▶ **Exercise objective**: Only lines that contain the string "JSON" should be returned from the material below.

▶ **Material for the task**:

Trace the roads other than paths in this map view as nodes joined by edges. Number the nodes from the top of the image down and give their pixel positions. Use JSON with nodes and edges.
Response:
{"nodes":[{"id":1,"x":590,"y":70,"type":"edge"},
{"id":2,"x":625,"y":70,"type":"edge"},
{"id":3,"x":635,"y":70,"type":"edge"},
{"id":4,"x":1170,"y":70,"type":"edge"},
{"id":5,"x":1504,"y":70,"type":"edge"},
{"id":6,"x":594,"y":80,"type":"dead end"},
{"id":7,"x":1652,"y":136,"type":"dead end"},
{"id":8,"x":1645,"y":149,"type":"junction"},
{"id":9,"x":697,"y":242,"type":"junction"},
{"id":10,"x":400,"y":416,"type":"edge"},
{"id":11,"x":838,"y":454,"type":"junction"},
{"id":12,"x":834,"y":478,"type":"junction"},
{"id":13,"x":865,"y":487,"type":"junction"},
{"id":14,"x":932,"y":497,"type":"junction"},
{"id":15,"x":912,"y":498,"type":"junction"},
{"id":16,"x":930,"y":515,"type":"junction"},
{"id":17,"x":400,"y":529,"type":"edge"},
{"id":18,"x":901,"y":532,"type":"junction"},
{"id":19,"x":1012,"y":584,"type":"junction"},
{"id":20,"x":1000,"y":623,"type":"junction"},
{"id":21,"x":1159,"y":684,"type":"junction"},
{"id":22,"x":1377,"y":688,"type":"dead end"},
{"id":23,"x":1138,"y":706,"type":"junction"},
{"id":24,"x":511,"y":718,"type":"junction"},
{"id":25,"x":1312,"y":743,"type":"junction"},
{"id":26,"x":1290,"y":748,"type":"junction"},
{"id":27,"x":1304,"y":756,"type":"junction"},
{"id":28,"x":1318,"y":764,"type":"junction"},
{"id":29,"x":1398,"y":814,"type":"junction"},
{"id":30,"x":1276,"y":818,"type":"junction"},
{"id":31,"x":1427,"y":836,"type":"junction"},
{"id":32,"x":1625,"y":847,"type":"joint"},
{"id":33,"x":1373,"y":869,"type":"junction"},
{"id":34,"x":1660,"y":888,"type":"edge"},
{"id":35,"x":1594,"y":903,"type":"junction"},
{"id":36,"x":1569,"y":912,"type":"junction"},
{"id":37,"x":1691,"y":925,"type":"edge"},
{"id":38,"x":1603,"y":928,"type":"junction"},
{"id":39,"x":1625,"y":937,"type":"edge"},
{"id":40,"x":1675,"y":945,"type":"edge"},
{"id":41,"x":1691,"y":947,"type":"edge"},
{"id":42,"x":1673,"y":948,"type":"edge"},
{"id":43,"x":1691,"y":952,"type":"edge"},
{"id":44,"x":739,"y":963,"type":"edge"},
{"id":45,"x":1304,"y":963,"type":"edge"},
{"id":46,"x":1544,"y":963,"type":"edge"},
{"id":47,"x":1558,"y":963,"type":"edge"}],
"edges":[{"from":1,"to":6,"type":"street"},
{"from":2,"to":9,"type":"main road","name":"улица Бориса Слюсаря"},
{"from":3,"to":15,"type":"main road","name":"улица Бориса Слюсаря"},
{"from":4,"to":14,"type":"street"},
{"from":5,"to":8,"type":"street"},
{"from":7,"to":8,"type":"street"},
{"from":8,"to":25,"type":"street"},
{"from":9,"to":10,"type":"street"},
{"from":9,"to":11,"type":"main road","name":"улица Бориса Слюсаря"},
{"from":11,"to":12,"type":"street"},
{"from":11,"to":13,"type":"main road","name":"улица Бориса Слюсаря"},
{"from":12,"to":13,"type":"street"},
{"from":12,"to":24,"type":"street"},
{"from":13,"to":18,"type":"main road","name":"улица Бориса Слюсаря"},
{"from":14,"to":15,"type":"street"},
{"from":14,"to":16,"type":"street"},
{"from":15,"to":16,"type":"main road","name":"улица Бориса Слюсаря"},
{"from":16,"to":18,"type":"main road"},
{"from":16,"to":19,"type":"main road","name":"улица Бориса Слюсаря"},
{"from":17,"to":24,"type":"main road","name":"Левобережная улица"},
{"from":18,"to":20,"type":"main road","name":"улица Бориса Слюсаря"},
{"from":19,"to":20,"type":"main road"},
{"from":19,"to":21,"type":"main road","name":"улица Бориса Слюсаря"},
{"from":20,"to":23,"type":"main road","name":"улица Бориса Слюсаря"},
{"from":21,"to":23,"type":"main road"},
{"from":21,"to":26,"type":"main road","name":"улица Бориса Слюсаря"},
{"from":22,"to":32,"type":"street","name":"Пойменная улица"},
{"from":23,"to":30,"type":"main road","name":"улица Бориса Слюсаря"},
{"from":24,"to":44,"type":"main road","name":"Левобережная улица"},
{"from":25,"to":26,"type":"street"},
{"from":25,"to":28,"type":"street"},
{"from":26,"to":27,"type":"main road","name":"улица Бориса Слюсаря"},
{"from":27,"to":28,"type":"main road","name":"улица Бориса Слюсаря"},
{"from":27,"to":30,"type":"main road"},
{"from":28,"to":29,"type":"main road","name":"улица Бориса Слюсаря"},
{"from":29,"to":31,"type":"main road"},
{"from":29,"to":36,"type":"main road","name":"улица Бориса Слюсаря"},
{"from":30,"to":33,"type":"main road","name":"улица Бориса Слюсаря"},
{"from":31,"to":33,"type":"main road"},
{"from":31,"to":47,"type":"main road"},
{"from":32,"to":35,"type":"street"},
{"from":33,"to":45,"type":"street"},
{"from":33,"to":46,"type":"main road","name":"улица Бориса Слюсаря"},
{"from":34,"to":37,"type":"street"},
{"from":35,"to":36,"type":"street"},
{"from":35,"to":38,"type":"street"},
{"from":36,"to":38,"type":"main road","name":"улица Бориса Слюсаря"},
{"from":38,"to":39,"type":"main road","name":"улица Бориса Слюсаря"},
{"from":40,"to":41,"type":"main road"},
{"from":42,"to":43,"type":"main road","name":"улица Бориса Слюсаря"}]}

==

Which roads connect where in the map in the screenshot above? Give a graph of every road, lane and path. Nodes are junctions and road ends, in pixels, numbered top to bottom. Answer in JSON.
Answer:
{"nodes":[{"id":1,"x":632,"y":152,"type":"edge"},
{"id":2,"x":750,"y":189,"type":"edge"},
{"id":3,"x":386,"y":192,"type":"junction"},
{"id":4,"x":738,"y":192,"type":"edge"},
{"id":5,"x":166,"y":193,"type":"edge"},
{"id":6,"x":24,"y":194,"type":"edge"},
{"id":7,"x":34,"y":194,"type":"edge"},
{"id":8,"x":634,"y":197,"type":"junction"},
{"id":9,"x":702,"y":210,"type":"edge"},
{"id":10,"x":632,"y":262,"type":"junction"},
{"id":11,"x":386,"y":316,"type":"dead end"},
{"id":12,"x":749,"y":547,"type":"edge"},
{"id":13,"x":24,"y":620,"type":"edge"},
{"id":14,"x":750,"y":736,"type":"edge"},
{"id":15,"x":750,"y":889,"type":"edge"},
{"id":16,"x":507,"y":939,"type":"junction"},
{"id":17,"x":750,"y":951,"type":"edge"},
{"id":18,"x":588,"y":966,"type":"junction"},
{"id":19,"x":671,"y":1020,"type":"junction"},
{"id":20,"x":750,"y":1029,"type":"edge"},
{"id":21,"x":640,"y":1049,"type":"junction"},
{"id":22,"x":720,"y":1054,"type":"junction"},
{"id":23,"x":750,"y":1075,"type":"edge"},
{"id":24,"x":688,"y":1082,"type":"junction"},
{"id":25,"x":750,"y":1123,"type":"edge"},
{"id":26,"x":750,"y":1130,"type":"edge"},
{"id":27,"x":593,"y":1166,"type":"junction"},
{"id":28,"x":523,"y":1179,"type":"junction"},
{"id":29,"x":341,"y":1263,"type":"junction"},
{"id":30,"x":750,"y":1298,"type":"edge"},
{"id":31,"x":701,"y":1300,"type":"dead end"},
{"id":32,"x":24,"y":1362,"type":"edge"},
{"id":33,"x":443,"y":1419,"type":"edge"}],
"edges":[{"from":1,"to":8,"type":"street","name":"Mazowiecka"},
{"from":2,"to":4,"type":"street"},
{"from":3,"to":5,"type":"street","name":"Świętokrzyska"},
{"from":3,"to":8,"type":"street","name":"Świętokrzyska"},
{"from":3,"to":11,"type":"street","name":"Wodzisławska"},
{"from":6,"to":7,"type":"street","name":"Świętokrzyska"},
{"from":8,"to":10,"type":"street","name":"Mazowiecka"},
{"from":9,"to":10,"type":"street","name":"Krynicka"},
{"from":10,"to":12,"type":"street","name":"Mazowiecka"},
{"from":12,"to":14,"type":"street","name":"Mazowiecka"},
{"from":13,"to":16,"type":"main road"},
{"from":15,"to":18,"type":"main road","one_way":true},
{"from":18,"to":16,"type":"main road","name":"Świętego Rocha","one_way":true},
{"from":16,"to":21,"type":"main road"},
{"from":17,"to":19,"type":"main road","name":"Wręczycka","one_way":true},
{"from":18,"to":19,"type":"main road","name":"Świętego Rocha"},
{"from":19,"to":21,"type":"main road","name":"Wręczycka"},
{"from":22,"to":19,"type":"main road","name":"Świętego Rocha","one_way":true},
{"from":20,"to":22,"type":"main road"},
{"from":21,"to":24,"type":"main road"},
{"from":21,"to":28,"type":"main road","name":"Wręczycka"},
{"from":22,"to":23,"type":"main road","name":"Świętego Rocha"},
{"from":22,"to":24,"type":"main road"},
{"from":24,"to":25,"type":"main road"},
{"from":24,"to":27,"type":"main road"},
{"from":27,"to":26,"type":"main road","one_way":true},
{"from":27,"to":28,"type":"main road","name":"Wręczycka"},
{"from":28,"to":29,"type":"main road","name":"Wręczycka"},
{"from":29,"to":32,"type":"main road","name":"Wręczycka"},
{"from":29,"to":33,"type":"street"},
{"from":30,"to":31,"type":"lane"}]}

▶ **Finished exercise**:
Trace the roads other than paths in this map view as nodes joined by edges. Number the nodes from the top of the image down and give their pixel positions. Use JSON with nodes and edges.
Which roads connect where in the map in the screenshot above? Give a graph of every road, lane and path. Nodes are junctions and road ends, in pixels, numbered top to bottom. Answer in JSON.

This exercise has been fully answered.